La plupart des éditeurs et acteurs qui collectent des données personnelles tardent à se mettre en conformité avec le RGPD et profitent d'un moratoire accordé par la CNIL. L'un des points épineux concerne la mise en place des consent managements plateform (CMP) pour recueillir et traiter le consentement internaute : une CMP revêt-elle des critères UX design pour être compliante ? Comment déterminer un consentement "libre" et "éclairé" ? Une CMP peut-elle faire accepter ou refuser d’un bloc l’ensemble des cookies ? Armand Heslot, ingénieur au service de l’expertise technologique de la CNIL, livre quelques réponses.

Par Jean-Michel De Marchi.
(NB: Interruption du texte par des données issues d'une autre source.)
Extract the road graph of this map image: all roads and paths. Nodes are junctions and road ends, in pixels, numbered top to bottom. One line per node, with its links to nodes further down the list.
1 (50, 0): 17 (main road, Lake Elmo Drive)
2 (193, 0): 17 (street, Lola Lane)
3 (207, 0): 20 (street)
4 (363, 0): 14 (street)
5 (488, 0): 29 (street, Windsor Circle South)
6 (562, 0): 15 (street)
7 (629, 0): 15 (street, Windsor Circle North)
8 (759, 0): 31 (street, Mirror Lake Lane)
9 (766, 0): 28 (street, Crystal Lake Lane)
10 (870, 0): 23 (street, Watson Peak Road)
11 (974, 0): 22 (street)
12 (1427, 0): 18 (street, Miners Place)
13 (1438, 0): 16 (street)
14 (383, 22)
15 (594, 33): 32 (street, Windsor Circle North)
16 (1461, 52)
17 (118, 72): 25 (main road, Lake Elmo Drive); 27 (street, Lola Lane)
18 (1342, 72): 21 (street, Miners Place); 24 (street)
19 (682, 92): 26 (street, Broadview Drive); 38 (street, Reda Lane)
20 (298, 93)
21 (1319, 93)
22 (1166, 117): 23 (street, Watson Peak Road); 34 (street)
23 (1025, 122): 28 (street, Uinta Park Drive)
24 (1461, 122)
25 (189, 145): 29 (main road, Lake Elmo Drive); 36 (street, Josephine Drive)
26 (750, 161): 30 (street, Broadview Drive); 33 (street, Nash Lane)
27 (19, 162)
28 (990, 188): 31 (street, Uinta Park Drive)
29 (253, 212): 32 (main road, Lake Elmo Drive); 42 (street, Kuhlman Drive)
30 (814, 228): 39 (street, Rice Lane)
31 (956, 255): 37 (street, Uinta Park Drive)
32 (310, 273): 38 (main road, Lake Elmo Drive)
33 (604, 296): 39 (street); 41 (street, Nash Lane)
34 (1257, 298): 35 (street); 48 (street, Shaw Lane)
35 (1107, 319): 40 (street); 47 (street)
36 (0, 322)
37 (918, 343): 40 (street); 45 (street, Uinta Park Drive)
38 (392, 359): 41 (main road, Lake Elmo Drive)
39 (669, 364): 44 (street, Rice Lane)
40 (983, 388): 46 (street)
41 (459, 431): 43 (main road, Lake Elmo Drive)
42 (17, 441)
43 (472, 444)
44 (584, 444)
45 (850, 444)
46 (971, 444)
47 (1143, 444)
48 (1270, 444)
Publié le 14 novembre 2018 à 16h53 - Mis à jour le 14 novembre 2018 à 16h53

 

Une CMP est-elle obligatoire pour un éditeur média ou un vendeur publicitaire qui collecte des données ?

Non, mettre en place une CMP n’est pas une obligation légale. En revanche, tout éditeur d’un site web a l’obligation légale d’obtenir le consentement des internautes avant le dépôt de cookies ou l’utilisation d’autres techniques couvertes par l’article 32-2 de la loi Informatique et Libertés. La loi n’impose aucune solution technique aux éditeurs, que ce soit une CMP, un tag manager ou une solution développée en interne ; l’essentiel est que le consentement des internautes soit obtenu, et qu’en cas de refus aucun cookies ne soit lu ou écrit.

L’action positive comme le scroll après un bandeau d’information à la pose de cookies suffit-elle à recueillir valablement un consentement internaute ?

Oui, sous réserve que les cookies ne soient pas déposés avant cette action positive et que l’éditeur du site web fournisse aux internautes un moyen d’opposition efficace. Cette position est propre à la CNIL en France et pourrait être amenée à changer dans les mois qui viennent, par le biais d’une uniformisation de notre doctrine avec nos homologues européens et des évolutions à venir sur ePrivacy. Nous travaillons activement sur le sujet mais nous ne pouvons pas donner de calendrier précis pour le moment. Sur le fond, la définition de consentement devra à terme être totalement alignée sur celle de nos homologues.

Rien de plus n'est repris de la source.